リラちゃんがそこまで悩んでいたとは知らなかった。でも、リラちゃんが本当はまじめな性格で、ちょっとエッチな振る舞いが後付けだということは、僕もよく知っている。


「戦闘もしない足手まといだった僕が言うのもなんだけど、リラちゃん、気にしなくても良かったんだよ。みんなで生き抜くことが僕たちの目標で、その中には当然、リラちゃんも入ってたんだから」


僕は今にも堰を切って泣き出しそうなリラちゃんを抱きしめて、背中を撫でてよしよししてあげる。本当なら彼氏を作って青春を満喫していたはずのリラちゃんも……そう言えば、こんなに可愛いリラちゃんが、何でフリーだったんだろう。まぁ、夏帆ちゃんの時にデリカシーがないって怒られたし、尋ねるのはやめておこう。


「リラちゃん、愛してるよ。僕の気持ちを受け取ってくれるかな?」

「もちろん、ええよ。タクミくん、うちも愛しとるよ……」


そして僕たちは、愛を交わし終えた。リラちゃんは、身体を起こすとにっこりと微笑んでくる。


「じゃあうちは、くるみちゃんを呼んでくるから、ちょっと待っててな。2人を愛してもらうん、楽しみやわぁ♡」


いたずらっぽくそう言うと、リラちゃんはそのまま廊下へと出て行った。えっ、八橋くんは厨房にいるとはいえ、大胆だな、リラちゃんって……
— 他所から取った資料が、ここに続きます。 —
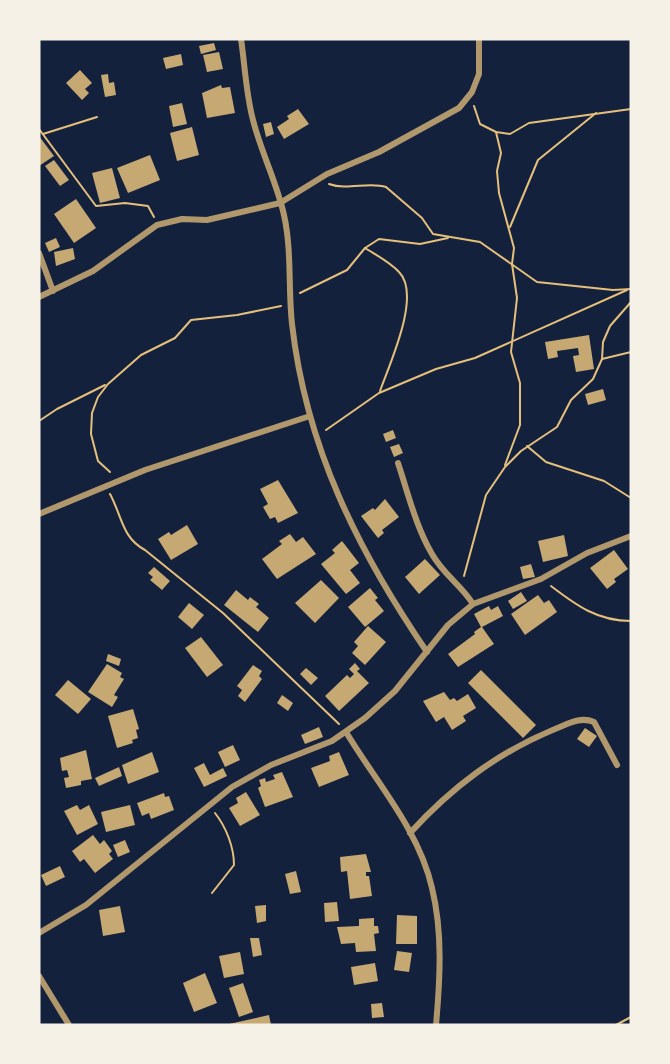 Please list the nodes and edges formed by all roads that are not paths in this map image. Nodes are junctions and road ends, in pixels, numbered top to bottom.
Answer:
1 (241, 39) edge
2 (479, 39) edge
3 (280, 203) junction
4 (39, 253) edge
5 (53, 291) junction
6 (39, 297) edge
7 (310, 416) junction
8 (398, 463) dead end
9 (39, 514) edge
10 (631, 536) edge
11 (473, 604) junction
12 (427, 652) junction
13 (346, 732) junction
14 (616, 765) dead end
15 (410, 832) junction
16 (39, 933) edge
17 (39, 976) edge
18 (69, 1025) edge
19 (436, 1025) edge

1 - 3 street
2 - 3 street
3 - 5 street
3 - 7 street
4 - 5 street
5 - 6 street
7 - 9 street
7 - 12 street
8 - 11 street
10 - 11 street
11 - 12 street
12 - 13 street
13 - 15 street
13 - 16 street
14 - 15 street
15 - 19 street
17 - 18 street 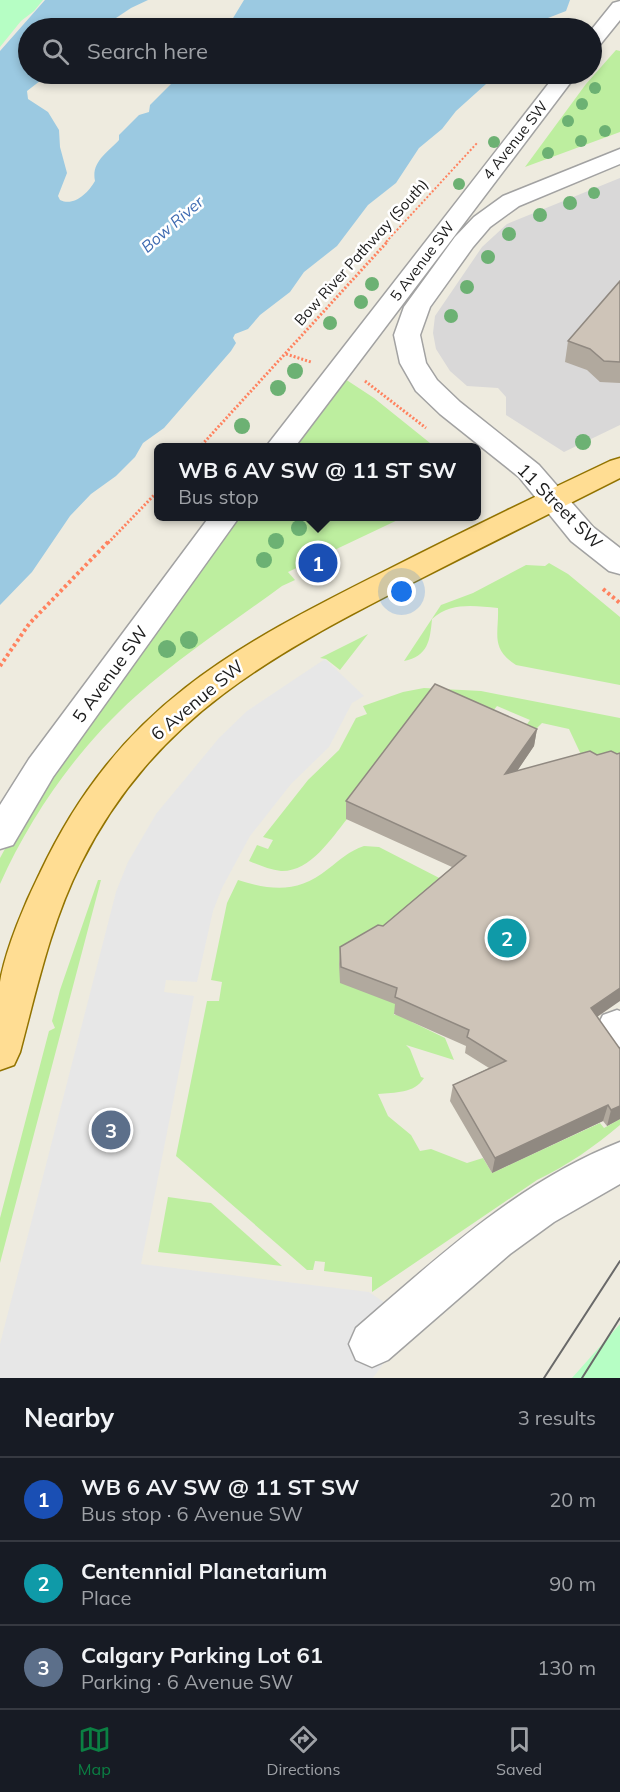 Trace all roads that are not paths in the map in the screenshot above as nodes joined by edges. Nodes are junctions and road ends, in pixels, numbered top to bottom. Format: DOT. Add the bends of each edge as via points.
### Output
graph roads {
  1 [pos="620,7"];
  2 [pos="620,26"];
  3 [pos="602,29"];
  4 [pos="620,33"];
  5 [pos="559,84"];
  6 [pos="620,155"];
  7 [pos="511,201"];
  8 [pos="463,207"];
  9 [pos="282,443"];
  10 [pos="620,467"];
  11 [pos="554,501"];
  12 [pos="222,521"];
  13 [pos="620,564"];
  14 [pos="0,835"];
  15 [pos="0,1052"];
  16 [pos="620,1162"];
  17 [pos="372,1344"];
  1 -- 3 [label="street"];
  2 -- 4 [label="street"];
  5 -- 8 [label="street, 4 Avenue SW"];
  6 -- 7 [label="street, 5 Avenue SW"];
  6 -- 8 [label="street, 5 Avenue SW" via="561,166"];
  7 -- 11 [label="street, 11 Street SW" via="482,222 464,242 417,307 407,335 413,363 426,385 529,471"];
  8 -- 9 [label="street, 5 Avenue SW"];
  10 -- 11 [label="main road, 6 Avenue SW"];
  11 -- 13 [label="street, 11 Street SW" via="582,534"];
  11 -- 15 [label="main road, 6 Avenue SW" via="287,634 228,671 160,728 114,781 77,837 50,891 31,942"];
  12 -- 14 [label="street, 5 Avenue SW" via="41,768"];
  16 -- 17 [label="street" via="514,1224"];
}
そして程なくして現れたくるみちゃんと、僕たちは男子には決して言えないお昼の愛しあいに突入して、2人をノックアウトしたのだった。


「やっぱり、タクミくんにはハーレムがちょうどええわぁ。こんなのを毎日されてたら、うちら壊されてまうよ♡ もちろん、タクミくんになら壊されてもええけどな♡」


リラちゃんは身体を起こして、僕のほっぺたに愛情のこもったキスをしてくる。まぁリラちゃんが記念すべき初体験を満喫できたようで良かったよ……そして僕に『性豪』というスキルがにょっこり生えてしまったことに気付いたのは、後日のことである。